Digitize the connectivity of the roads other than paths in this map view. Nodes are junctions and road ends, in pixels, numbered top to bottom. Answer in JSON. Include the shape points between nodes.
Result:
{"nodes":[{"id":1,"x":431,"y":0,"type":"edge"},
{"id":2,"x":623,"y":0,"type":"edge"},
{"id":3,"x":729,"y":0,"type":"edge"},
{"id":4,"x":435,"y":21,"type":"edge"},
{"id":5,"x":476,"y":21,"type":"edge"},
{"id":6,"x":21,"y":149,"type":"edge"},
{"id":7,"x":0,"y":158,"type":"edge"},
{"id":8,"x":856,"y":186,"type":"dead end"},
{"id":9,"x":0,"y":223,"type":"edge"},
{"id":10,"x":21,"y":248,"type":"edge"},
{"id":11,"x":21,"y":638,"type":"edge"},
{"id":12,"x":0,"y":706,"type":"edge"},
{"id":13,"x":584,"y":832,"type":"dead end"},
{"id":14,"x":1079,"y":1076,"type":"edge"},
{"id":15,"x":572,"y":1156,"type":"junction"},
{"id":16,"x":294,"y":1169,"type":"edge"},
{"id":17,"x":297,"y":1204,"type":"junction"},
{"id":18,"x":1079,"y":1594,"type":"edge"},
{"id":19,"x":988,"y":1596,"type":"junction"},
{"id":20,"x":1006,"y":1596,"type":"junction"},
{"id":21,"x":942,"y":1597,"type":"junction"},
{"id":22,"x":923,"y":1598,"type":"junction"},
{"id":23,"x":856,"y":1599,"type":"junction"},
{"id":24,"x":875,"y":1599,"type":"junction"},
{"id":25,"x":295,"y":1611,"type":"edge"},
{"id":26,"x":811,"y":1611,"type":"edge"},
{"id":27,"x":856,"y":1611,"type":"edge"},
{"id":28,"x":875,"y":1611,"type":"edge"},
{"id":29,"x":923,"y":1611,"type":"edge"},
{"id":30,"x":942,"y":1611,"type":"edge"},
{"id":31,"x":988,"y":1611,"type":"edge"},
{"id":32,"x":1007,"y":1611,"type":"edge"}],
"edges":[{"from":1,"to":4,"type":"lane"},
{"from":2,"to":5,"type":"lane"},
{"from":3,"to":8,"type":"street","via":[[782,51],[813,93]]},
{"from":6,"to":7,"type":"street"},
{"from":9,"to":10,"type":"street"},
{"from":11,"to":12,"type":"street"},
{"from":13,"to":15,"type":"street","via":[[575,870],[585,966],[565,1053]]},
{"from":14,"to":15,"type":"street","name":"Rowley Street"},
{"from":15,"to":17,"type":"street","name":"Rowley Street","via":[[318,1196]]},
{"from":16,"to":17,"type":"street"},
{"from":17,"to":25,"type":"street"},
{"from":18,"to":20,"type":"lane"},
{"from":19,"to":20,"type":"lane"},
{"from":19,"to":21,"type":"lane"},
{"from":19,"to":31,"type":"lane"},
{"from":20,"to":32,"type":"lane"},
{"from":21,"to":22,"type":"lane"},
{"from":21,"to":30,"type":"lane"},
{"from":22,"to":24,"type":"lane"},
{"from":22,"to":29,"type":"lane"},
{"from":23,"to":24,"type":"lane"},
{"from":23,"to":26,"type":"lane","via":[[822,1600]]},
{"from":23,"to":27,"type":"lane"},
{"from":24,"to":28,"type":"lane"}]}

----

- _Exercise details_:
Please give every entry again, precisely as it appears.

- _Response area_:
Digitize the connectivity of the roads other than paths in this map view. Nodes are junctions and road ends, in pixels, numbered top to bottom. Answer in JSON. Include the shape points between nodes.
Result:
{"nodes":[{"id":1,"x":431,"y":0,"type":"edge"},
{"id":2,"x":623,"y":0,"type":"edge"},
{"id":3,"x":729,"y":0,"type":"edge"},
{"id":4,"x":435,"y":21,"type":"edge"},
{"id":5,"x":476,"y":21,"type":"edge"},
{"id":6,"x":21,"y":149,"type":"edge"},
{"id":7,"x":0,"y":158,"type":"edge"},
{"id":8,"x":856,"y":186,"type":"dead end"},
{"id":9,"x":0,"y":223,"type":"edge"},
{"id":10,"x":21,"y":248,"type":"edge"},
{"id":11,"x":21,"y":638,"type":"edge"},
{"id":12,"x":0,"y":706,"type":"edge"},
{"id":13,"x":584,"y":832,"type":"dead end"},
{"id":14,"x":1079,"y":1076,"type":"edge"},
{"id":15,"x":572,"y":1156,"type":"junction"},
{"id":16,"x":294,"y":1169,"type":"edge"},
{"id":17,"x":297,"y":1204,"type":"junction"},
{"id":18,"x":1079,"y":1594,"type":"edge"},
{"id":19,"x":988,"y":1596,"type":"junction"},
{"id":20,"x":1006,"y":1596,"type":"junction"},
{"id":21,"x":942,"y":1597,"type":"junction"},
{"id":22,"x":923,"y":1598,"type":"junction"},
{"id":23,"x":856,"y":1599,"type":"junction"},
{"id":24,"x":875,"y":1599,"type":"junction"},
{"id":25,"x":295,"y":1611,"type":"edge"},
{"id":26,"x":811,"y":1611,"type":"edge"},
{"id":27,"x":856,"y":1611,"type":"edge"},
{"id":28,"x":875,"y":1611,"type":"edge"},
{"id":29,"x":923,"y":1611,"type":"edge"},
{"id":30,"x":942,"y":1611,"type":"edge"},
{"id":31,"x":988,"y":1611,"type":"edge"},
{"id":32,"x":1007,"y":1611,"type":"edge"}],
"edges":[{"from":1,"to":4,"type":"lane"},
{"from":2,"to":5,"type":"lane"},
{"from":3,"to":8,"type":"street","via":[[782,51],[813,93]]},
{"from":6,"to":7,"type":"street"},
{"from":9,"to":10,"type":"street"},
{"from":11,"to":12,"type":"street"},
{"from":13,"to":15,"type":"street","via":[[575,870],[585,966],[565,1053]]},
{"from":14,"to":15,"type":"street","name":"Rowley Street"},
{"from":15,"to":17,"type":"street","name":"Rowley Street","via":[[318,1196]]},
{"from":16,"to":17,"type":"street"},
{"from":17,"to":25,"type":"street"},
{"from":18,"to":20,"type":"lane"},
{"from":19,"to":20,"type":"lane"},
{"from":19,"to":21,"type":"lane"},
{"from":19,"to":31,"type":"lane"},
{"from":20,"to":32,"type":"lane"},
{"from":21,"to":22,"type":"lane"},
{"from":21,"to":30,"type":"lane"},
{"from":22,"to":24,"type":"lane"},
{"from":22,"to":29,"type":"lane"},
{"from":23,"to":24,"type":"lane"},
{"from":23,"to":26,"type":"lane","via":[[822,1600]]},
{"from":23,"to":27,"type":"lane"},
{"from":24,"to":28,"type":"lane"}]}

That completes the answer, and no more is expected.